This winter’s prolonged bitter cold and significant snowfall may have resulted in cattle producers using considerably more feed than they planned.

“For some, what looked like an adequate supply of hay for the winter is becoming questionable,” says John Dhuyvetter, North Dakota State University Extension’s livestock systems specialist at the North Central Research Extension Center near Minot.

In harsh conditions, producers protect their livestock from the wind and provide greater amounts of feed to allow cattle to meet their increased energy needs under subzero conditions. The cold increases animals’ appetites, rate of feed passage and voluntary intake of feed. A rumen that’s kept full during cold weather produces heat by fermentation, and with additional digested energy, cattle can survive weather extremes and remain healthy and in good condition.

“Cows can endure a two- or three-day winter storm or extreme cold period when a reprieve of nicer weather occurs,” says Karl Hoppe, NDSU Extension livestock systems specialist at the Carrington Research Extension Center. “However with this year, several weeks of extreme cold without relief have impacted cow feed requirements. Daily cow feed intakes can increase from a normal 3 to 4 percent of body weight to 4 to 6 percent of body weight.

“If the weather is extreme enough, a higher feed intake won’t meet the cow’s energy needs and body fat will be mobilized for energy,” he adds.

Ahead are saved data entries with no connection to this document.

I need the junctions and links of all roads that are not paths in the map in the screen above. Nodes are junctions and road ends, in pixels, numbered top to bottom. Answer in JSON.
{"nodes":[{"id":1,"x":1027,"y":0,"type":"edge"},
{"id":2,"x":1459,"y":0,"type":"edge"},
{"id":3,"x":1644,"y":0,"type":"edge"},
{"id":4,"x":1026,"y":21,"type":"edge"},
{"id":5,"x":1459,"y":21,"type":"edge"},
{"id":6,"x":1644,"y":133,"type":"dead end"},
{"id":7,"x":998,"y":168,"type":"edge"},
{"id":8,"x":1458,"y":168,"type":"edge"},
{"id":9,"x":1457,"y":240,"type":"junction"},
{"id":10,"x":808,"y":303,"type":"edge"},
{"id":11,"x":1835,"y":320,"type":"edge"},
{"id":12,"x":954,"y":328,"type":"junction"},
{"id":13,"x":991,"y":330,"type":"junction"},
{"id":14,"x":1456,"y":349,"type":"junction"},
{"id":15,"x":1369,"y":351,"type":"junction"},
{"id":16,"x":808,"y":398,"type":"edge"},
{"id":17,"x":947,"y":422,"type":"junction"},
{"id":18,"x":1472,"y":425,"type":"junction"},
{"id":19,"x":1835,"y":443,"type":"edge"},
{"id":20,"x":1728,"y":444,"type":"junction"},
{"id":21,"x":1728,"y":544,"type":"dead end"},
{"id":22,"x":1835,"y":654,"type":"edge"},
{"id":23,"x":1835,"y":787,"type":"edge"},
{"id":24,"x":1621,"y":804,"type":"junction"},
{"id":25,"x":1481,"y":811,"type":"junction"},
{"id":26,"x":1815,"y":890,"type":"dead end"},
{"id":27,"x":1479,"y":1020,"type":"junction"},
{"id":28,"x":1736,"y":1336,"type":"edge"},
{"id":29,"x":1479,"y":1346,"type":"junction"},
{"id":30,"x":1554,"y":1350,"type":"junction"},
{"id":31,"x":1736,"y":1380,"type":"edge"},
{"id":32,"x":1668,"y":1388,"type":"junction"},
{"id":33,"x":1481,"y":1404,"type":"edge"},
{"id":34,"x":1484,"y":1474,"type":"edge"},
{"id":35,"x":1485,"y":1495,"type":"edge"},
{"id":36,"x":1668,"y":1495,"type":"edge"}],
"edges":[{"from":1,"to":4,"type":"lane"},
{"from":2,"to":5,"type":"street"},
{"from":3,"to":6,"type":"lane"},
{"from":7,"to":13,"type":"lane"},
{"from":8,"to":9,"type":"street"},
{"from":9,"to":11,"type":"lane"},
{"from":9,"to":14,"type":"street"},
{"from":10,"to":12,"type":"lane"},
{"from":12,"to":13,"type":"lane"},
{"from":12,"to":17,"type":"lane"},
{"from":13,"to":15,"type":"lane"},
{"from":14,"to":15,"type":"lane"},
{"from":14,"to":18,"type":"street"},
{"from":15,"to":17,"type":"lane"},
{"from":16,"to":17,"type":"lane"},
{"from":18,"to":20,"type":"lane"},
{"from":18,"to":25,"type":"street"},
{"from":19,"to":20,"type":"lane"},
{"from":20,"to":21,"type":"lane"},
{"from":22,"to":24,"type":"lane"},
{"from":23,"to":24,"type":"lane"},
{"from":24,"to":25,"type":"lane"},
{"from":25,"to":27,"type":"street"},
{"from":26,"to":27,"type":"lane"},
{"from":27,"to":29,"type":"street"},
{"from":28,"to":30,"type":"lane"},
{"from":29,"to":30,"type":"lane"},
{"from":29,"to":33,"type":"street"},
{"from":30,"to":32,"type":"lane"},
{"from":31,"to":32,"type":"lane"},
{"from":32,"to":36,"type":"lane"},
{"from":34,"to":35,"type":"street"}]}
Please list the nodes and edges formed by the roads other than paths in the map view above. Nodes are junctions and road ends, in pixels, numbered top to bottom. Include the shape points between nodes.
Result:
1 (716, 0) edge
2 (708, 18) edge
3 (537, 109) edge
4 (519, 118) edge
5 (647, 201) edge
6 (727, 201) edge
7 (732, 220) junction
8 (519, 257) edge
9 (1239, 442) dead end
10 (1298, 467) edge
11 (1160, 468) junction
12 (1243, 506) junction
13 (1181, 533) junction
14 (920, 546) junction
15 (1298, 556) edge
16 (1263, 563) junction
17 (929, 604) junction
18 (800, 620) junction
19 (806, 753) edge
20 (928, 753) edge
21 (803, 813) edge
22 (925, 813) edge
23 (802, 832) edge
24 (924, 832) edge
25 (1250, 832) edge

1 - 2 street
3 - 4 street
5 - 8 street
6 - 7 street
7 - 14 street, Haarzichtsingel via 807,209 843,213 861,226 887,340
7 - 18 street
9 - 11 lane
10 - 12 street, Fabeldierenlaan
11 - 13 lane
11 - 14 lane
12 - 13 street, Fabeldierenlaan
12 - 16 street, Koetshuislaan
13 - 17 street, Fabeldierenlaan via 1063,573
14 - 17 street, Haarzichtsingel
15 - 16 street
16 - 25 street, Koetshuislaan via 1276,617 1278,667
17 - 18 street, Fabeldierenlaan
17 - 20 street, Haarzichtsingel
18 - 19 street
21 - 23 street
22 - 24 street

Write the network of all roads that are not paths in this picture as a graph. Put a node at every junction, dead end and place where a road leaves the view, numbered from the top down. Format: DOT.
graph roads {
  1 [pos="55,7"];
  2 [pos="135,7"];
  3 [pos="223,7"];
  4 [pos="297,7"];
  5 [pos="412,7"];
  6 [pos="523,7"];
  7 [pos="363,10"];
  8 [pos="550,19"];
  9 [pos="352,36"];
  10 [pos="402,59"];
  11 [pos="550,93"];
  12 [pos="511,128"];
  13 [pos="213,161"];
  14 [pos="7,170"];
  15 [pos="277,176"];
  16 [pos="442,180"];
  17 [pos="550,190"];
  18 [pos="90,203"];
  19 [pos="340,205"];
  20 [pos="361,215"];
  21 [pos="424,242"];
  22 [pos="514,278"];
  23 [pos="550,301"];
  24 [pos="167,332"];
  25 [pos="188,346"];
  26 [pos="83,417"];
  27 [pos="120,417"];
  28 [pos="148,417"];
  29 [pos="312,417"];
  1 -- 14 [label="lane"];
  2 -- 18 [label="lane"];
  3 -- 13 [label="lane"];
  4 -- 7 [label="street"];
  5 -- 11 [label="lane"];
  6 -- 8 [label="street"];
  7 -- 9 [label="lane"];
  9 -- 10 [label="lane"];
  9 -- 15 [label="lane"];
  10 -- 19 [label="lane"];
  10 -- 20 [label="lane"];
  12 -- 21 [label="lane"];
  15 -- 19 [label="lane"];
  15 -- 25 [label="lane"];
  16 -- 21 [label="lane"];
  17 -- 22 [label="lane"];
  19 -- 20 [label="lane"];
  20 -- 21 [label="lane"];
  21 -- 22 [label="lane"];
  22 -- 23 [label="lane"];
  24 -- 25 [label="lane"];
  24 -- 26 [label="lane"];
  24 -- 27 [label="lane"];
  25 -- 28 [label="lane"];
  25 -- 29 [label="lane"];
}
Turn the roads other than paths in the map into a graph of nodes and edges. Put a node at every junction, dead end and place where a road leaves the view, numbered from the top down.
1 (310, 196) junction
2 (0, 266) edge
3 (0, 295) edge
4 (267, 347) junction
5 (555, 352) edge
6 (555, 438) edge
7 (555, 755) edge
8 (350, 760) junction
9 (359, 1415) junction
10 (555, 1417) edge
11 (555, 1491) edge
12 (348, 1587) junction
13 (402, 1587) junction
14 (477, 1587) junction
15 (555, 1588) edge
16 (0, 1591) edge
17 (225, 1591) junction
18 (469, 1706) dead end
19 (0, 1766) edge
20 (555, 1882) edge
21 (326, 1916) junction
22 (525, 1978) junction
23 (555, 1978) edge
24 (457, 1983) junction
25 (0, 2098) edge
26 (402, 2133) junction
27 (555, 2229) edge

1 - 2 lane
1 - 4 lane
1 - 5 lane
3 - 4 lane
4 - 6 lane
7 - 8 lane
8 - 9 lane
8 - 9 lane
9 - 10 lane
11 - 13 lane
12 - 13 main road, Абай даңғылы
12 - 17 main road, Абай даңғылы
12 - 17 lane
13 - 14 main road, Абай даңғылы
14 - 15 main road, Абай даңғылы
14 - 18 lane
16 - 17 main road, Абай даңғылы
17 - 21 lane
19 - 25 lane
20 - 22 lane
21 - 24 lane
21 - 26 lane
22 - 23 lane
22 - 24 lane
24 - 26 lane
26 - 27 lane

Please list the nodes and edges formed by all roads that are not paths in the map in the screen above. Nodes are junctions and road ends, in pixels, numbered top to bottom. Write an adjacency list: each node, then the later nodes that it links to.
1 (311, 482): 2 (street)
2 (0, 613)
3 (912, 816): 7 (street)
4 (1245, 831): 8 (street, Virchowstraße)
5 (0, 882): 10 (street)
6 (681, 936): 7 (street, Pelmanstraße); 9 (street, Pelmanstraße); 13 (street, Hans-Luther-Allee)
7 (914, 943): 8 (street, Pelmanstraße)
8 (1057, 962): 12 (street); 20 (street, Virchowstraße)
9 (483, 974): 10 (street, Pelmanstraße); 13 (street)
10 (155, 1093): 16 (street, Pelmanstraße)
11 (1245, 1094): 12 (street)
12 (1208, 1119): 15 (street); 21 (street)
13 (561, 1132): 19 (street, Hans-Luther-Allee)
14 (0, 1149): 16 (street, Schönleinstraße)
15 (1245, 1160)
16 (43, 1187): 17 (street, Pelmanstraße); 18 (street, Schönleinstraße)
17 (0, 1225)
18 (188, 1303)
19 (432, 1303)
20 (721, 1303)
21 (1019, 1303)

He notes that this need for additional feed follows two years of drought that led to a shortage of hay.

Dhuyvetter suggests that if finding the extra feed needed during the past several months has drawn down stored forage supplies, producers should try to make adjustments so the feed lasts until spring turnout to pasture.

“It is likely difficult to purchase additional hay at this point, so consider stretching available forage with grain or grain byproducts,” he advises.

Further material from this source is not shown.